=== WHAT TO DO ===
Return each line below exactly as it reads, and omit any image in it.

BEGIN DATA RECORDS

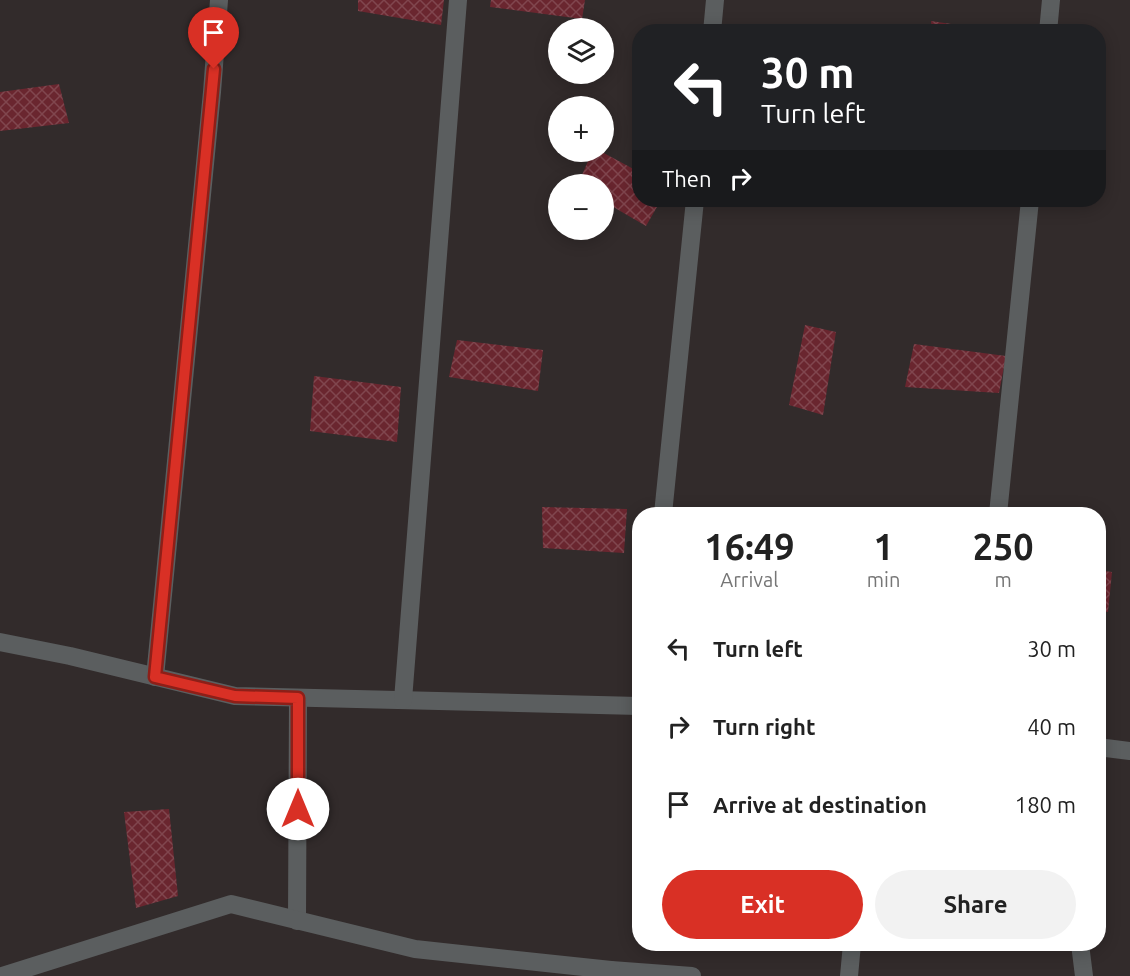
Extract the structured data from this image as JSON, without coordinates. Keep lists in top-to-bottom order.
{
  "page": {
    "map_buttons": ["+", "−"],
    "turn": ["30 m", "Turn left"],
    "then": "Then",
    "eta": [
      "16:49",
      "Arrival",
      "1",
      "min",
      "250",
      "m"
    ],
    "list": [
      {
        "name": "Turn left",
        "value": "30 m"
      },
      {
        "name": "Turn right",
        "value": "40 m"
      },
      {
        "name": "Arrive at destination",
        "value": "180 m"
      }
    ],
    "buttons": ["Exit", "Share"]
  }
}
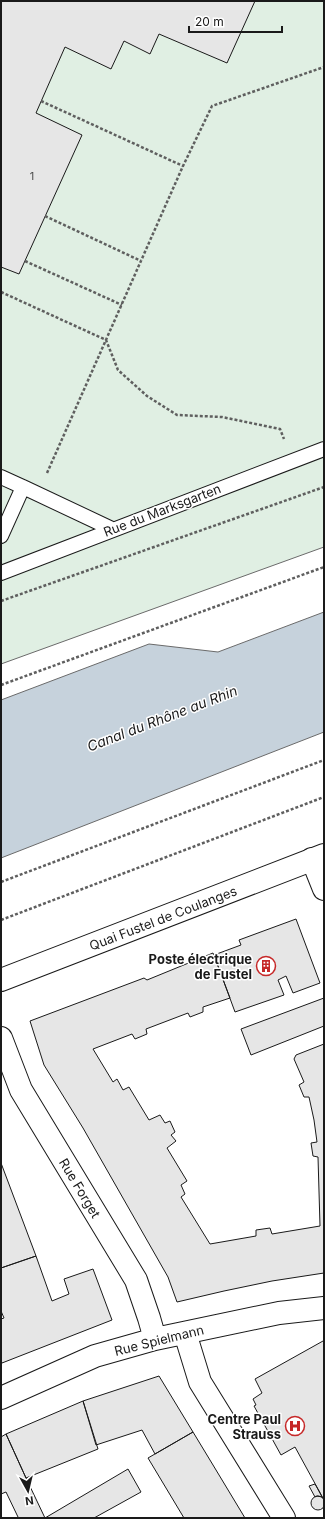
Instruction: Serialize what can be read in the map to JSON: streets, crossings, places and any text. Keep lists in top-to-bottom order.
{
  "streets": {
    "street": ["Quai Fustel de Coulanges", "Rue Forget", "Rue Spielmann"],
    "lane": ["Rue du Marksgarten"]
  },
  "crossings": [
    ["Rue Forget", "Rue Spielmann"]
  ],
  "water": ["Canal du Rhône au Rhin"],
  "places": {
    "building": ["Poste électrique de Fustel"],
    "hospital": ["Centre Paul Strauss"]
  },
  "house_numbers": ["1"],
  "scale_bar": "20 m",
  "north": "bottom"
}
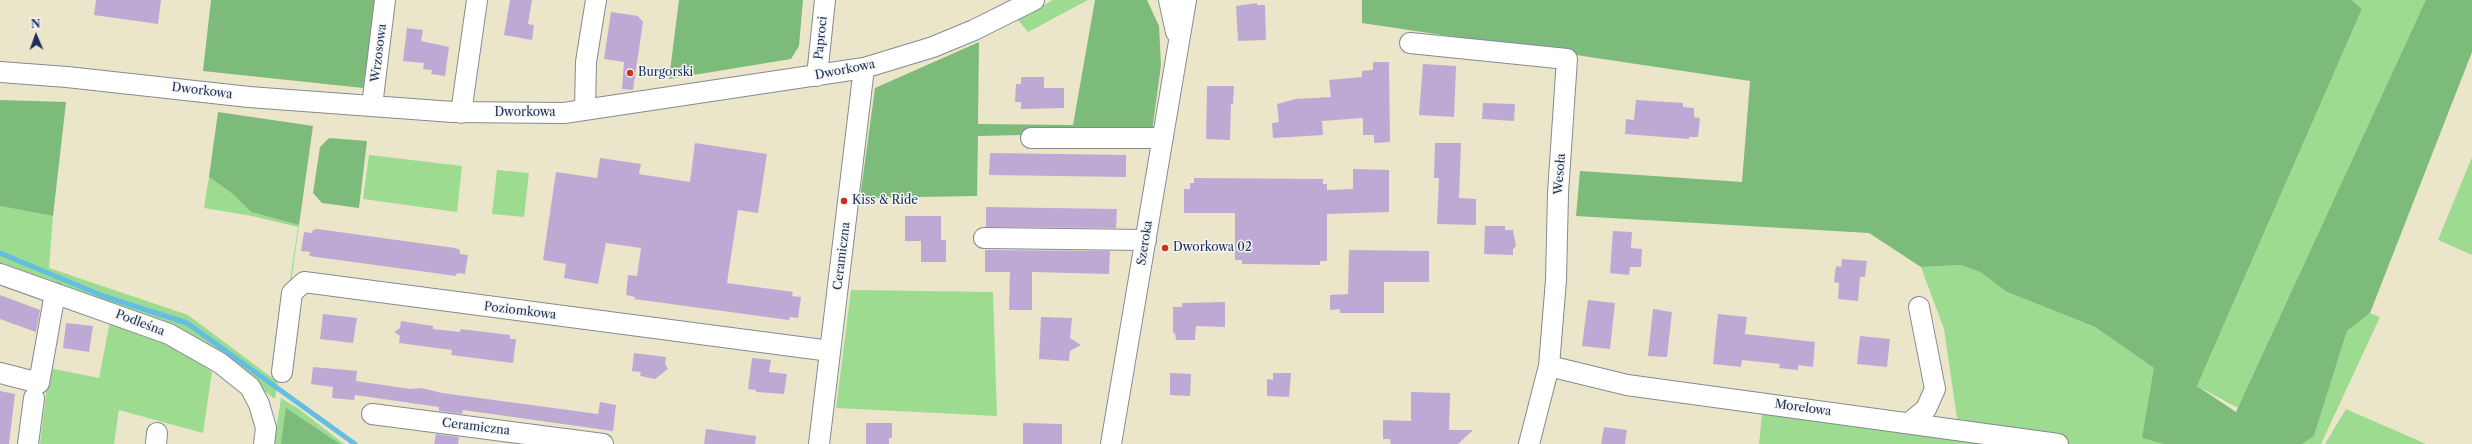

END DATA RECORDS

=== YOUR RESPONSE ===
Extract the structured data from this image as JSON, without coordinates. Keep lists in top-to-bottom order.
{
  "page": {
    "map_buttons": ["+", "−"],
    "turn": ["30 m", "Turn left"],
    "then": "Then",
    "eta": [
      "16:49",
      "Arrival",
      "1",
      "min",
      "250",
      "m"
    ],
    "list": [
      {
        "name": "Turn left",
        "value": "30 m"
      },
      {
        "name": "Turn right",
        "value": "40 m"
      },
      {
        "name": "Arrive at destination",
        "value": "180 m"
      }
    ],
    "buttons": ["Exit", "Share"]
  }
}
Instruction: Serialize what can be read in the map to JSON: streets, crossings, places and any text. Keep lists in top-to-bottom order.
{
  "streets": {
    "street": ["Quai Fustel de Coulanges", "Rue Forget", "Rue Spielmann"],
    "lane": ["Rue du Marksgarten"]
  },
  "crossings": [
    ["Rue Forget", "Rue Spielmann"]
  ],
  "water": ["Canal du Rhône au Rhin"],
  "places": {
    "building": ["Poste électrique de Fustel"],
    "hospital": ["Centre Paul Strauss"]
  },
  "house_numbers": ["1"],
  "scale_bar": "20 m",
  "north": "bottom"
}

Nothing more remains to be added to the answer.